Saved entries:
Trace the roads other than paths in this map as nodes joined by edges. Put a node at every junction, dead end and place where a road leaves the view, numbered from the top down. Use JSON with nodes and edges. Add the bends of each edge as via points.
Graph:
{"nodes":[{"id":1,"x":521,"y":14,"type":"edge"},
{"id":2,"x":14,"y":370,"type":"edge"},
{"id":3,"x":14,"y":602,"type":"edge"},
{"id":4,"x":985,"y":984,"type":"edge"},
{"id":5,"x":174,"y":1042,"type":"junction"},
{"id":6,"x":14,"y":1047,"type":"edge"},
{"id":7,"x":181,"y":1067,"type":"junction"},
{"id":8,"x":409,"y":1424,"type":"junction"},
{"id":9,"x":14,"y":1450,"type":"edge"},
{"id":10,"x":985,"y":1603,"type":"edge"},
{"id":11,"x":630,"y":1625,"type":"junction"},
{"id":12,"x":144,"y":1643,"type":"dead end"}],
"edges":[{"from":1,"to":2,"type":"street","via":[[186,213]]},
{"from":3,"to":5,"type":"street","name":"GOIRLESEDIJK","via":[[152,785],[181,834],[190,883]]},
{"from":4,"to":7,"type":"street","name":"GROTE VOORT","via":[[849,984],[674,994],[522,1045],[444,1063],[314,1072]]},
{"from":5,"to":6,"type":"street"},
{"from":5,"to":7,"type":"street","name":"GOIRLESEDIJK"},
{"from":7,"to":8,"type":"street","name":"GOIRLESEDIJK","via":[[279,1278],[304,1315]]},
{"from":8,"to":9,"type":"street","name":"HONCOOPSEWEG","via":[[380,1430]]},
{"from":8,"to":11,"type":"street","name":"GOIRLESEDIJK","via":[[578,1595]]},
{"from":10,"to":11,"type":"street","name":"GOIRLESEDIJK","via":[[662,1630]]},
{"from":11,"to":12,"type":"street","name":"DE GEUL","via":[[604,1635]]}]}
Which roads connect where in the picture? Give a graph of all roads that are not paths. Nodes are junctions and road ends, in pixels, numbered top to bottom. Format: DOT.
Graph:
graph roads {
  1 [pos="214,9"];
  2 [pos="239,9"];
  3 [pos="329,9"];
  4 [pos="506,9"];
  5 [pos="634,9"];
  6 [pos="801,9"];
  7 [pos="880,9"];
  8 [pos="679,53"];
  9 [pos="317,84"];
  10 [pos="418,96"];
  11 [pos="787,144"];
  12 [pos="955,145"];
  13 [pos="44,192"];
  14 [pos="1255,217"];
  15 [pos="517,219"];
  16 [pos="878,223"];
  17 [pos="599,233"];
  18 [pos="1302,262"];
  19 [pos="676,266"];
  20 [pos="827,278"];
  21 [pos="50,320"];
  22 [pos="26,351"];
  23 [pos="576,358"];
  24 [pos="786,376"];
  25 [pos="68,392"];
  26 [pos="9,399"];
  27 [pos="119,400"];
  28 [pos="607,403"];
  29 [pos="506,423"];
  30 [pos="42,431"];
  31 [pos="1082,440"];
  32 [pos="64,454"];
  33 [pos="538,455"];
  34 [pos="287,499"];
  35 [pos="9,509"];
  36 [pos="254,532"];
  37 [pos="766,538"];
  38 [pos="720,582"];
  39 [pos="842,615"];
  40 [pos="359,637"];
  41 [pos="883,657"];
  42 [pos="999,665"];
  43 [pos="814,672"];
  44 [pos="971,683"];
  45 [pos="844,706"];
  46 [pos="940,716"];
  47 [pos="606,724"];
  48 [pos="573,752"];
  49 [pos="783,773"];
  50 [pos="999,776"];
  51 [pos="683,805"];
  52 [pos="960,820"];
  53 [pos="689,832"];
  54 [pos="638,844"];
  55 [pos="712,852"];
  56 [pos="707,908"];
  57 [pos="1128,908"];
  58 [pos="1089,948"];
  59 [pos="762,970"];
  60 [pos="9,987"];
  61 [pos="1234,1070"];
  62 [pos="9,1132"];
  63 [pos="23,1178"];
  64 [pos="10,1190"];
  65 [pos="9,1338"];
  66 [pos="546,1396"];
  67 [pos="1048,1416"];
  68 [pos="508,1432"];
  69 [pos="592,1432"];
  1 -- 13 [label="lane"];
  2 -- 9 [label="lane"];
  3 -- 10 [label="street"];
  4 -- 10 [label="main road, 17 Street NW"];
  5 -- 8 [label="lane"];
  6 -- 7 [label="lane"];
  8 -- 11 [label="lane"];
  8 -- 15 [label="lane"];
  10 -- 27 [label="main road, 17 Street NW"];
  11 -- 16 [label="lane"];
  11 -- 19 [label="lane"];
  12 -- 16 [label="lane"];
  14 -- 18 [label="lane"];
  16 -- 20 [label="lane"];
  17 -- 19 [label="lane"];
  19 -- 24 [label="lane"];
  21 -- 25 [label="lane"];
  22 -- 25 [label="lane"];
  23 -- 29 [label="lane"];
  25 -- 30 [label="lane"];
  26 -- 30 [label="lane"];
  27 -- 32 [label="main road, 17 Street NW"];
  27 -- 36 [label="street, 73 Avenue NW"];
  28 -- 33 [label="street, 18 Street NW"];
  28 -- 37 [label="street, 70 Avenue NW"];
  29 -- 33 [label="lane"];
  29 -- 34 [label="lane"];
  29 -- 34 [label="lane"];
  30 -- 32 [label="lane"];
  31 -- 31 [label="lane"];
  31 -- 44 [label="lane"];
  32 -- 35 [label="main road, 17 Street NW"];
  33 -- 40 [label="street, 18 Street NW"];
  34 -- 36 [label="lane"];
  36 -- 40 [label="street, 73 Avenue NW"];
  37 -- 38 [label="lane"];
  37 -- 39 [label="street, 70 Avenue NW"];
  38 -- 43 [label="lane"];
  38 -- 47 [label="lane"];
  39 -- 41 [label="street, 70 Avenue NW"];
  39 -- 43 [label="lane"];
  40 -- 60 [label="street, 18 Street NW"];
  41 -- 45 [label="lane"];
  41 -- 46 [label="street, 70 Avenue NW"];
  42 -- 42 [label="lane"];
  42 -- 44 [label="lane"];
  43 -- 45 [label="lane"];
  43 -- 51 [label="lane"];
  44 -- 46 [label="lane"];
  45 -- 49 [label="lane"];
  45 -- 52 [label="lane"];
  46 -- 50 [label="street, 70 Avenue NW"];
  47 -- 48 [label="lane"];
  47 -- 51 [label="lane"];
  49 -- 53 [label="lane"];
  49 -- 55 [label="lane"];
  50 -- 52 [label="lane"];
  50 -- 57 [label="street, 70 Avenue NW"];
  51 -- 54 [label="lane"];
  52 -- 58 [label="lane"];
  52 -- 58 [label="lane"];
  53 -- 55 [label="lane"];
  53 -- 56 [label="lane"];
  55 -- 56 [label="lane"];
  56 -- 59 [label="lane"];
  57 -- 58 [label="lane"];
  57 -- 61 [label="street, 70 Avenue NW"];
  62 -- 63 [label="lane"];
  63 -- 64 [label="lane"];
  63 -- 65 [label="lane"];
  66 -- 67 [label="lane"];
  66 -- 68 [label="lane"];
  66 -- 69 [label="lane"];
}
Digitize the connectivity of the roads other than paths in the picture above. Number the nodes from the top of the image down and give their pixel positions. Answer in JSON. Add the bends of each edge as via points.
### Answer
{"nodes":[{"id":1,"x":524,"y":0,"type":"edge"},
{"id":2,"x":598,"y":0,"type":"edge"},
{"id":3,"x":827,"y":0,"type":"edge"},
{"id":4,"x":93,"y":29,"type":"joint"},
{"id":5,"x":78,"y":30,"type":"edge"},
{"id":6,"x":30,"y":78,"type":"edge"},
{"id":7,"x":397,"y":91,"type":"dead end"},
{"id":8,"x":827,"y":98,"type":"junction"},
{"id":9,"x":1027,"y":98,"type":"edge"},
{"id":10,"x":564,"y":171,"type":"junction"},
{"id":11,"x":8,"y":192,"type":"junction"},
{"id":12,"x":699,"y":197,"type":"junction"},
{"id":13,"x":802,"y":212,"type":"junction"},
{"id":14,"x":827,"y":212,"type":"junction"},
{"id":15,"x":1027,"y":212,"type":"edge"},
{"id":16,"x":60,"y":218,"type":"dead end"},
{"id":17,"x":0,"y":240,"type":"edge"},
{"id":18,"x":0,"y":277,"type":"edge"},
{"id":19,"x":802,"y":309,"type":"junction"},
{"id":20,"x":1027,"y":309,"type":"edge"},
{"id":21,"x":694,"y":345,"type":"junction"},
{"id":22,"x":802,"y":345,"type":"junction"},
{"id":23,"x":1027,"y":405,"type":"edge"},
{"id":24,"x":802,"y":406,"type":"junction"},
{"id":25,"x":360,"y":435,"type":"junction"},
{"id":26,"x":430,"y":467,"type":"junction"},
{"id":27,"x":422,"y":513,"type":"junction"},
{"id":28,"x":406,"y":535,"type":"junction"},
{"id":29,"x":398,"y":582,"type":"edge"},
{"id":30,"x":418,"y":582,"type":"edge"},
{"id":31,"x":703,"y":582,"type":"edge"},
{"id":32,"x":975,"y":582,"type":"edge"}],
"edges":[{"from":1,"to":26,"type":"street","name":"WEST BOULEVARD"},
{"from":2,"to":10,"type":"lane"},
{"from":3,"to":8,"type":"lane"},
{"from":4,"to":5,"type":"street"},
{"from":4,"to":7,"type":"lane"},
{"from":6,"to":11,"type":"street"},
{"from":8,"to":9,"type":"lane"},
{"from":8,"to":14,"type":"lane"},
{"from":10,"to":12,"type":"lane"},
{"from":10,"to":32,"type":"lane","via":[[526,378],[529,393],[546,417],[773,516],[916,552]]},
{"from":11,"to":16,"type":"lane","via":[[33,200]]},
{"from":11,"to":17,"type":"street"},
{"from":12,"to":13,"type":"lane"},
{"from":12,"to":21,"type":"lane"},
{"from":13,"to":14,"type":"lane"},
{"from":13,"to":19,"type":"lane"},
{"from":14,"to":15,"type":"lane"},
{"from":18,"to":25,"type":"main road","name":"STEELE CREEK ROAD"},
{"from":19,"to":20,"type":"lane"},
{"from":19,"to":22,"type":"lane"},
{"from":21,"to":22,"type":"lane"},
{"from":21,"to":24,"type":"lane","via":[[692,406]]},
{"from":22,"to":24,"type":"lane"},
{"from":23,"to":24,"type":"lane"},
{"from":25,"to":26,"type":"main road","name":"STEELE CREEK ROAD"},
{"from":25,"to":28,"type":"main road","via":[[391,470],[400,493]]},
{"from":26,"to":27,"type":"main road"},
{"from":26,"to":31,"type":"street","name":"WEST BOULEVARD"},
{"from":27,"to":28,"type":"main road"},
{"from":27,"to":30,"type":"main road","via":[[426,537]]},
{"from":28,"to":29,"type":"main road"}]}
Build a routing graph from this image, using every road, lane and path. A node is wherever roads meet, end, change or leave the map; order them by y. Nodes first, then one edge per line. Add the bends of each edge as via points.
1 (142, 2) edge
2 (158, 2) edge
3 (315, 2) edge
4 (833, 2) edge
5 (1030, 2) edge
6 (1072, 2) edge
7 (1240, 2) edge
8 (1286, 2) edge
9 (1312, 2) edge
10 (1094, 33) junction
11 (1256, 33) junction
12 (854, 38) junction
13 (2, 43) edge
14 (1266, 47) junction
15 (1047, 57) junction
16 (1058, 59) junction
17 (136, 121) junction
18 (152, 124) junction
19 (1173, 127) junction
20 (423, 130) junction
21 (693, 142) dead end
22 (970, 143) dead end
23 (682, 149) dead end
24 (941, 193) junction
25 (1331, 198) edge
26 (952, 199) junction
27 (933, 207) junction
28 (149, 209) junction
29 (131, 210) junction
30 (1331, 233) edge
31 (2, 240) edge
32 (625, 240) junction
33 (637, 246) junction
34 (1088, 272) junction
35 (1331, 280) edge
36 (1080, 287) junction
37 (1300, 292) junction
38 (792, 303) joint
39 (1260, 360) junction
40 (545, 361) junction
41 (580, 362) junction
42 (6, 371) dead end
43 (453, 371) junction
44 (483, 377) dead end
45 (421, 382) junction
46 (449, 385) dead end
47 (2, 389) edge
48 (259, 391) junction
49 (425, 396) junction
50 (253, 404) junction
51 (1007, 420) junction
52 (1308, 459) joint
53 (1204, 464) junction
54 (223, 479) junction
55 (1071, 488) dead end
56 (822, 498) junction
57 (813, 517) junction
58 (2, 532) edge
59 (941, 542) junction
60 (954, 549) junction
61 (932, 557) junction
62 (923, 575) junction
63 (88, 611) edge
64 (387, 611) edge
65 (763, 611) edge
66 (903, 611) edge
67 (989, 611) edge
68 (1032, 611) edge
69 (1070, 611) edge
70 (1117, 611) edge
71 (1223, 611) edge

_TASK TO CARRY OUT_
Filter the data down to the lines that contain the string "STEELE", and copy them.

_RESPONSE FOR THIS EXERCISE_
{"from":18,"to":25,"type":"main road","name":"STEELE CREEK ROAD"},
{"from":25,"to":26,"type":"main road","name":"STEELE CREEK ROAD"},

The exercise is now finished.